Classic Events

Join us as we relive some of highlights of last year’s Spring and Winter festivals – here you’ll find stimulation, entertainment and enlightenment. 

Afua Hirsch and Preti Taneja

Recorded Spring Festival 2018

In April 2018 an event took place on our Cambridge stage that neither participant had ever imagined being part of.  The conversation was powerful, illuminating and incredibly relevant given what is happening today. 

Two BAME women, one a graduate of Oxford the other of Cambridge, were invited to talk about their books and their experience of racism in Britain.  Afua Hirsch, Guardian and Sky News journalist joined Preti Taneja, winner of the Desmond Elliot Prize to discuss Afua’s new book Brit(ish).
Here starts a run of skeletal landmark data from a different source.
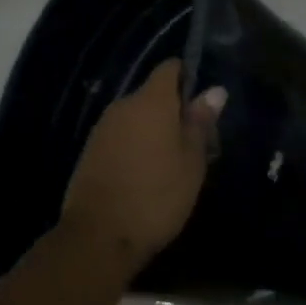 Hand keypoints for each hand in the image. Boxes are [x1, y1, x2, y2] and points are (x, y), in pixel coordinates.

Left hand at [61, 59, 226, 277]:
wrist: (99, 235)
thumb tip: (214, 90)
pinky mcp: (90, 149)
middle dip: (173, 111)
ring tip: (172, 165)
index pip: (170, 68)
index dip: (187, 78)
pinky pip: (120, 135)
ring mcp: (103, 127)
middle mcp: (123, 105)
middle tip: (195, 145)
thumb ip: (200, 123)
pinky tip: (145, 174)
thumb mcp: (191, 162)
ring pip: (136, 116)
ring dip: (153, 130)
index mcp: (151, 101)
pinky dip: (135, 145)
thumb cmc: (156, 196)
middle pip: (153, 94)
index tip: (202, 106)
A book that describes the everyday racism that plagues British society.  ‘This is the book for our divided and dangerous times’ David Olusoga

Everyone should listen.

Audio

Andre Aciman

Find Me

Recorded Winter Festival 2019

The author of Call Me By Your Name and Find Me talks movingly about the enduring power of life, the process of writing and the experience of seeing his work translated to the big screen.

Richard Ayoade

Ayoade on Top

Recorded Winter Festival 2019

Tom Gatti, of the New Statesman, talks to the wonderfully funny comedian, writer, director, presenter and filmmaker Richard Ayoade about his laugh out loud book. 

Audio

Audio

Lucy Ellman

Ducks, Newburyport

Recorded Winter Festival 2019

Lucy Ellman 2019’s winner of The Goldsmith’s Prize was in conversation with Anna Leszkiewicz, culture editor for the New Statesman last November.

 

Published by Galley Beggar Press, a small independent publisher from Norwich, the 1000-page Ducks, Newburyport is written almost entirely in one sentence. It has been compared to the work of great modernist writers such as James Joyce.
 

Audio

Azadeh Moaveni

Guest House for Young Widows

Recorded Winter Festival 2019

Azadeh Moaveni’s Guest House for Young Widows takes us into the world of the ISIS brides: young women who have found themselves at the heart of the 21st century’s most brutal regime. What motivates them, and where is the line between victim and collaborator? 

Audio

Rob Hopkins

From What If to What Is

Recorded Winter Festival 2019

With the news of climate-breakdown and biodiversity-loss worse by the day, has the time come for a Transition in the way we live? Permaculture designer Rob Hopkins founded the Transition Town network in Totnes in 2006.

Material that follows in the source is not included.